MM. de Clairsilly et de Bercherolles à qui Gurcy mena ensuite M. de Portebize le saluèrent fort poliment.

Ils passaient tous deux pour gens d’esprit. M. de Bercherolles en avait de toutes les sortes et même celui d’être riche. M. de Clairsilly se vantait de savoir se passer de l’être. Il ne s’appelait jamais autrement que le « pauvre Clairsilly » et le sobriquet lui en restait. Sa petite taille convenait parfaitement bien à son visage vif et fin. Né pour l’intrigue, il avait le pas léger, l’allure souple, la pirouette prompte. Il n’entrait point, mais se glissait ; il ne sortait pas, mais s’esquivait.
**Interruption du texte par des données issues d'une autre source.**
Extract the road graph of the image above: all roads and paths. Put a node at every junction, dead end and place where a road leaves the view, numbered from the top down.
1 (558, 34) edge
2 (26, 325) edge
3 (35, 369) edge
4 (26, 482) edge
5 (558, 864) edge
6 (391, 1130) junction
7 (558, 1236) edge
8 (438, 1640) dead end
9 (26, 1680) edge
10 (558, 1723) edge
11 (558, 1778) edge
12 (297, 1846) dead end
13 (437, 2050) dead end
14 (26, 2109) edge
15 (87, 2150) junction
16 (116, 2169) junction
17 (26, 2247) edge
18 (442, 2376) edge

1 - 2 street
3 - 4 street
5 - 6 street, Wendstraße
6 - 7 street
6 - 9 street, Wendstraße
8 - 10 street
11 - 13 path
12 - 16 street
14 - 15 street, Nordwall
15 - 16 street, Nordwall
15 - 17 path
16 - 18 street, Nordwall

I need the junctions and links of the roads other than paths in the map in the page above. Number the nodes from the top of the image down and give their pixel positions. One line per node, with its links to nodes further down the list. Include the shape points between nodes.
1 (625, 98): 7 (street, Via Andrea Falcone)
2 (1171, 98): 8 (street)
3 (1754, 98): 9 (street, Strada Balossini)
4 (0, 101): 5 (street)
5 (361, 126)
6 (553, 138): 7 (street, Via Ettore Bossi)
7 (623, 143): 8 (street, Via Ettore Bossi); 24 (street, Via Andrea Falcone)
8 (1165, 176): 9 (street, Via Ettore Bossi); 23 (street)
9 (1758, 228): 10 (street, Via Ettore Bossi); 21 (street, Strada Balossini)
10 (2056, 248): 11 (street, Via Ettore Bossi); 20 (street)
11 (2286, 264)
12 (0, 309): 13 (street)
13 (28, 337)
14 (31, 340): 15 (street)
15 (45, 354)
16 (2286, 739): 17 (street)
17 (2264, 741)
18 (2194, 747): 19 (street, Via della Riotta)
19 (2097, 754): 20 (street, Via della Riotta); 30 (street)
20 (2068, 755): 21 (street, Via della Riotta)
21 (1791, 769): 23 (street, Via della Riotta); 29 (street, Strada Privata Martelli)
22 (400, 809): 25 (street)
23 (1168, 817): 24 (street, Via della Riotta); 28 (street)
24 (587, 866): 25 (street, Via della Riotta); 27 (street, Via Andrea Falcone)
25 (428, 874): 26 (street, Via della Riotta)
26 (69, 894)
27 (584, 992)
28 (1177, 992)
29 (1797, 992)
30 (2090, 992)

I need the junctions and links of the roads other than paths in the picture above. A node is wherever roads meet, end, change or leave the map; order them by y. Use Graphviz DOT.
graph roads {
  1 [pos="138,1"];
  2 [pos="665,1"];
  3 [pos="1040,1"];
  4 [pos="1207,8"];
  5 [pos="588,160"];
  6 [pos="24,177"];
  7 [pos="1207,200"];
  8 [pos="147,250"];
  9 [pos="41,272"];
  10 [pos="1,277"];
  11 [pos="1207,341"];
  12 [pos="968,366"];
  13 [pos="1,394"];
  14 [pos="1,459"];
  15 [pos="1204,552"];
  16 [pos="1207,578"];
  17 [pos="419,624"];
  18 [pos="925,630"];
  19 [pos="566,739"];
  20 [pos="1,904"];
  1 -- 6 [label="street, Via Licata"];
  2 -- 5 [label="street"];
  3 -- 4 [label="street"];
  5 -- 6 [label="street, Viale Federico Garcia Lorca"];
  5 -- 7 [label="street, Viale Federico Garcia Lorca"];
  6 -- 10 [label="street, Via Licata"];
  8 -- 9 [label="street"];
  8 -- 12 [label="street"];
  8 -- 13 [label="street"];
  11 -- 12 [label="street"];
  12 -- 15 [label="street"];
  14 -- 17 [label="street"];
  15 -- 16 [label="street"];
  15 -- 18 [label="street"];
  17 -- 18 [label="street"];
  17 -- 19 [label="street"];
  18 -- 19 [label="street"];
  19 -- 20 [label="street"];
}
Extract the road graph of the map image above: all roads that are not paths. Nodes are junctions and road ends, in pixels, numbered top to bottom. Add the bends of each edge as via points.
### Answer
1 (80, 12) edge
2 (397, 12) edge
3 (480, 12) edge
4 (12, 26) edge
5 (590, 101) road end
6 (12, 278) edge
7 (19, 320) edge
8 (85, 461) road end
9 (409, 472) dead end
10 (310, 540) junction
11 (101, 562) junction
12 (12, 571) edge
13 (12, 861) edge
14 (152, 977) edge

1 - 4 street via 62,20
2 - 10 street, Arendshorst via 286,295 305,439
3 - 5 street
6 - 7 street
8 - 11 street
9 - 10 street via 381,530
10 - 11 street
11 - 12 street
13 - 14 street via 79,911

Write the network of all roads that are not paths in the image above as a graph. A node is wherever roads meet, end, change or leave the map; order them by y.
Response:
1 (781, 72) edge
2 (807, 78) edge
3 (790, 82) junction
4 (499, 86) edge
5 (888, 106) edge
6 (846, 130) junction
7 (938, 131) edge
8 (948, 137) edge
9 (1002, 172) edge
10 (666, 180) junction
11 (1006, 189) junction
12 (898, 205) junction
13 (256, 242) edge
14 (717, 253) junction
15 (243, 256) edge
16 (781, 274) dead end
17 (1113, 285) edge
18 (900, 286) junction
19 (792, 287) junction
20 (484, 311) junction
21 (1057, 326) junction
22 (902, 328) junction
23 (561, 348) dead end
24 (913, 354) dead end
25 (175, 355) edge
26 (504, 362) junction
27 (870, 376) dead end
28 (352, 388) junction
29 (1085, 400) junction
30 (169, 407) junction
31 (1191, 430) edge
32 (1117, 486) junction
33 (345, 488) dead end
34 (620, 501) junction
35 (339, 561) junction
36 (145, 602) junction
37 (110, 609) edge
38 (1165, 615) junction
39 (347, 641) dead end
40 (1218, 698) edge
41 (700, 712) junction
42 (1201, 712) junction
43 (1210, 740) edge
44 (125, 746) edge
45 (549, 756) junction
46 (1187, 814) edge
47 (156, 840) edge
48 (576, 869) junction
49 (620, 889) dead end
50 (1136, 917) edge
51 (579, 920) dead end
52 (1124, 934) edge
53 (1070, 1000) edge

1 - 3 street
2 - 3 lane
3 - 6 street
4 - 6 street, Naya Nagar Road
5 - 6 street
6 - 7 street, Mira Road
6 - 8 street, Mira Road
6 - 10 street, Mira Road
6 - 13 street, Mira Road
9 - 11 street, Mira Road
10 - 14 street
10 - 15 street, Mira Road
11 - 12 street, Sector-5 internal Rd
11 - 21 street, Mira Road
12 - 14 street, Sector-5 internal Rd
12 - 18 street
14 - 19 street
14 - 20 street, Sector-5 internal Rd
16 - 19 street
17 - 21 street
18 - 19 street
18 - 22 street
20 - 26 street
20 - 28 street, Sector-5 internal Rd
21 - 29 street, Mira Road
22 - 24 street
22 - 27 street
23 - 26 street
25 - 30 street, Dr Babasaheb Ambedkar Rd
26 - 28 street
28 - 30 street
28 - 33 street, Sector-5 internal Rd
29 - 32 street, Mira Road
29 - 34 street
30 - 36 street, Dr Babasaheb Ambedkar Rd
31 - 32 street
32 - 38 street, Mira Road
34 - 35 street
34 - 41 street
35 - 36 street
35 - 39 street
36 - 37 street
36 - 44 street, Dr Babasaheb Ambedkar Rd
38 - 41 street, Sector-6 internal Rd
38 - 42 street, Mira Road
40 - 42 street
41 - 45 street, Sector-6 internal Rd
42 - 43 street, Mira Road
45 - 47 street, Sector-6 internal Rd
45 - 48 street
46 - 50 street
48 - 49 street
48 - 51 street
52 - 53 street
Il entrebâillait les portes sans les ouvrir entièrement. Mlle  Damberville le surnommait « le vent coulis ». « L’hiver prochain, je ferai faire une chatière pour Clairsilly », disait-elle en riant. Il semblait, en effet, avoir pris la précaution de ne pas grandir pour pouvoir rentrer en terre plus facilement. Il avait été très aimé des femmes sans qu’on sût au juste s’il les aimait. Lui se prétendait fidèle et sensible et se plaignait qu’on ne lui eût jamais donné le temps de s’attacher ; c’est alors qu’il gémissait sur le sort du « pauvre Clairsilly ». Il ne tarissait point sur ce qu’il nommait ses bonnes infortunes. Avec tout cela, pas mauvais homme, mais bavard, sémillant, coquet et fat, et se vantant d’avoir eu à mesure toutes les maîtresses de son ami M. de Bercherolles.